Tutto ciò, magari anche sotto la forma del gioco, può essere frutto di profonda riflessione e, perché no, di conversione. In fondo, non c’è nessuno che di fronte alla morte non si senta mettere in questione il proprio stile di vita, fosse pure per una volta all’anno… all’inizio di novembre”[12].


Note

[1] La datazione della festa del Natale al 25 dicembre venne determinata con un atteggiamento che è simile a quello che qui si descriverà. Vedi su questo l’articolo La scelta del 25 dicembre per celebrare il Natale cristiano: dal dies natalis del Sol invictus, espressione del culto solare di Emesa (e del dio Mitra), alla celebrazione del Cristo, “sole che sorge”, di Andrea Lonardo on-line su questo stesso sito http://www.gliscritti.it.

[2] P.Gulisano – B.O’Neill, La notte delle zucche. Halloween: storia di una festa, Ancora, Milano, 2006, p.41.

[3] P.Gulisano – B.O’Neill, La notte delle zucche. Halloween: storia di una festa, Ancora, Milano, 2006, p.29.

[4] “I Celti dividevano l’anno in quattro parti: Samhain, che cadeva il 1° novembre, inizio dell’inverno; Imbolc, il 1° febbraio, che segnava il momento in cui la morsa della stagione fredda andava allentandosi, con l’allungarsi delle giornate e la nascita degli agnelli, segno di vita e speranza; Beltane, il 1° maggio, festa del ritorno definitivo della bella stagione, del sole fonte di vita; infine Lughnasa o Lugnasa, il 1° agosto, l’apogeo del­l’estate, il tempo del raccolto, ma anche il momento in cui, dopo il solstizio di giugno, le giornate cominciano ad accorciarsi e l’autunno inizia a profilarsi. Tra queste quattro feste Samhain rivestiva un ruolo particolare. La parola probabilmente deriva dal gaelico samh­-raidhreadh (fine dell’estate). Ancora oggi in Irlanda Oiche Shamhna indica la notte di Halloween, la Vigilia di Ognissanti”, P.Gulisano – B.O’Neill, La notte delle zucche. Halloween: storia di una festa, Ancora, Milano, 2006, p.22.

[5] P.Gulisano – B.O’Neill, La notte delle zucche. Halloween: storia di una festa, Ancora, Milano, 2006, p.22.

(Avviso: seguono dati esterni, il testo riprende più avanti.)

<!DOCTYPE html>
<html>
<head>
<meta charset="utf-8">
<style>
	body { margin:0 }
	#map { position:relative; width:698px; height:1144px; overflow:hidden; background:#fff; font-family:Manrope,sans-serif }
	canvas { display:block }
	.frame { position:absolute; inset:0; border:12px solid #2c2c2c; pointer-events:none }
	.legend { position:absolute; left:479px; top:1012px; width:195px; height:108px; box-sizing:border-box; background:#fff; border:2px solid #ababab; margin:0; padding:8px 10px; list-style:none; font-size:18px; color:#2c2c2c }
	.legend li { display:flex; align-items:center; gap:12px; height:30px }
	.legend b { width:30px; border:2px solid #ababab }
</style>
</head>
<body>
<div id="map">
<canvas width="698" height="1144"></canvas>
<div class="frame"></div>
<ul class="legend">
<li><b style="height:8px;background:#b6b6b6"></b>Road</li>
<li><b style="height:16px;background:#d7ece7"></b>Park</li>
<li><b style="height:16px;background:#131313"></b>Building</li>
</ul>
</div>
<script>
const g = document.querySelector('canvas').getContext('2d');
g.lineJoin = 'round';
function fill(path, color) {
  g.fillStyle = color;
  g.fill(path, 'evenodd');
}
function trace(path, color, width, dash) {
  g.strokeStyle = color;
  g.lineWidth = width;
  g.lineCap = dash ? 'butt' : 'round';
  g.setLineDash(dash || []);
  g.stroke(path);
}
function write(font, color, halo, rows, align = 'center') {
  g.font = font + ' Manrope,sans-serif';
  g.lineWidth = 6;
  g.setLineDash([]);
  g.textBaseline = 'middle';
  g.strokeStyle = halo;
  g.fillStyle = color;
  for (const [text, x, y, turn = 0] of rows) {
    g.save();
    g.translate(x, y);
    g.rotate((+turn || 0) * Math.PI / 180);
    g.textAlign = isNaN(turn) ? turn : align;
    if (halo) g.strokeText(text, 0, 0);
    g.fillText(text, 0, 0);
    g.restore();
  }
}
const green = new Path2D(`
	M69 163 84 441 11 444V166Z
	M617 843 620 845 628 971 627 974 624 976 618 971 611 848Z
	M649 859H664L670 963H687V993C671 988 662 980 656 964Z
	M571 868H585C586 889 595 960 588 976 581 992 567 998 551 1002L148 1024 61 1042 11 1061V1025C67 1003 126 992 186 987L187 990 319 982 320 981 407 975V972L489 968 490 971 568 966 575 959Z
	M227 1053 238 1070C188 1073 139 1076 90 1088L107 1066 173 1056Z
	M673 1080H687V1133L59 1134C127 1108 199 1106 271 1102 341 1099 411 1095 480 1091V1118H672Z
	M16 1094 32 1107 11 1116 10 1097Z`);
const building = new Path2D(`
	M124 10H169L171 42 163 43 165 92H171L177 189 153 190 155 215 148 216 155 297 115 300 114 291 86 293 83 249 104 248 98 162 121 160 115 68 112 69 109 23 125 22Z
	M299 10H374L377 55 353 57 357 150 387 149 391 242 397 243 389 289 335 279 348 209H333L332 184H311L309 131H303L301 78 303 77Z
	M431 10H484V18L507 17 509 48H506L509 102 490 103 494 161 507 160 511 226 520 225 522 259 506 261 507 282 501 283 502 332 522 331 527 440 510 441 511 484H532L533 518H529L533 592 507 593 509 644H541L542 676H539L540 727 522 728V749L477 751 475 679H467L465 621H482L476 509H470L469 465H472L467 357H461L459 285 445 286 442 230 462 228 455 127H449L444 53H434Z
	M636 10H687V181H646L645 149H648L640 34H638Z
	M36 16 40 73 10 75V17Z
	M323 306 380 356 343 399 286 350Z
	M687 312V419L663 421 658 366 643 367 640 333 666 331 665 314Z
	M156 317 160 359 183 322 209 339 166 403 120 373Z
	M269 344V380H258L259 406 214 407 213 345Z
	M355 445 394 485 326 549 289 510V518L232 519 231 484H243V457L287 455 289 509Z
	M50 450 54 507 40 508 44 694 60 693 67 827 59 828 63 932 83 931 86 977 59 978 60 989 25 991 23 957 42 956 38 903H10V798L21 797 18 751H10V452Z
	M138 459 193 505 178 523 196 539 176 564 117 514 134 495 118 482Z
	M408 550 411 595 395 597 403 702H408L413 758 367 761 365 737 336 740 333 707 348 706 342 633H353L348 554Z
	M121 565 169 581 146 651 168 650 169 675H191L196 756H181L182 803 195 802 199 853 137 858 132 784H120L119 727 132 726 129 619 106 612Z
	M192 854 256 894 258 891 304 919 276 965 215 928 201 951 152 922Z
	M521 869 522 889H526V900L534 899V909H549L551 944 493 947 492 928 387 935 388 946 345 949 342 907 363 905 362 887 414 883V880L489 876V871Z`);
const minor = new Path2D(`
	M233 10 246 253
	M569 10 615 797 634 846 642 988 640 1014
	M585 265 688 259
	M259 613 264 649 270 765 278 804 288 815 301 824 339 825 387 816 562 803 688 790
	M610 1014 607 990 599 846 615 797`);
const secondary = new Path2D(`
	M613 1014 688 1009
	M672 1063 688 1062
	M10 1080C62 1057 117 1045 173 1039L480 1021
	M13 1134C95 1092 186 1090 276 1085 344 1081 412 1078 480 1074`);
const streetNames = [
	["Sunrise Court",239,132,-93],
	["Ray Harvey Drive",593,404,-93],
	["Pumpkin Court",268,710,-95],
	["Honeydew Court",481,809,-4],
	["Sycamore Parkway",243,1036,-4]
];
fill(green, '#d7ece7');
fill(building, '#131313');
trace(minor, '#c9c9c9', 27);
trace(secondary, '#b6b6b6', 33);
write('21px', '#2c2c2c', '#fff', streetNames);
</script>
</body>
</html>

[6] P.Gulisano – B.O’Neill, La notte delle zucche. Halloween: storia di una festa, Ancora, Milano, 2006, p.25.

[7] P.Gulisano – B.O’Neill, La notte delle zucche. Halloween: storia di una festa, Ancora, Milano, 2006, p.26.

[8] P.Gulisano – B.O’Neill, La notte delle zucche. Halloween: storia di una festa, Ancora, Milano, 2006, p.54.

[9] P.Gulisano – B.O’Neill, La notte delle zucche. Halloween: storia di una festa, Ancora, Milano, 2006, p.54.

[10] P.Gulisano – B.O’Neill, La notte delle zucche. Halloween: storia di una festa, Ancora, Milano, 2006, p.27.

[11] P.Gulisano – B.O’Neill, La notte delle zucche. Halloween: storia di una festa, Ancora, Milano, 2006, p.70.

[12] P.Gulisano – B.O’Neill, La notte delle zucche. Halloween: storia di una festa, Ancora, Milano, 2006, p.93.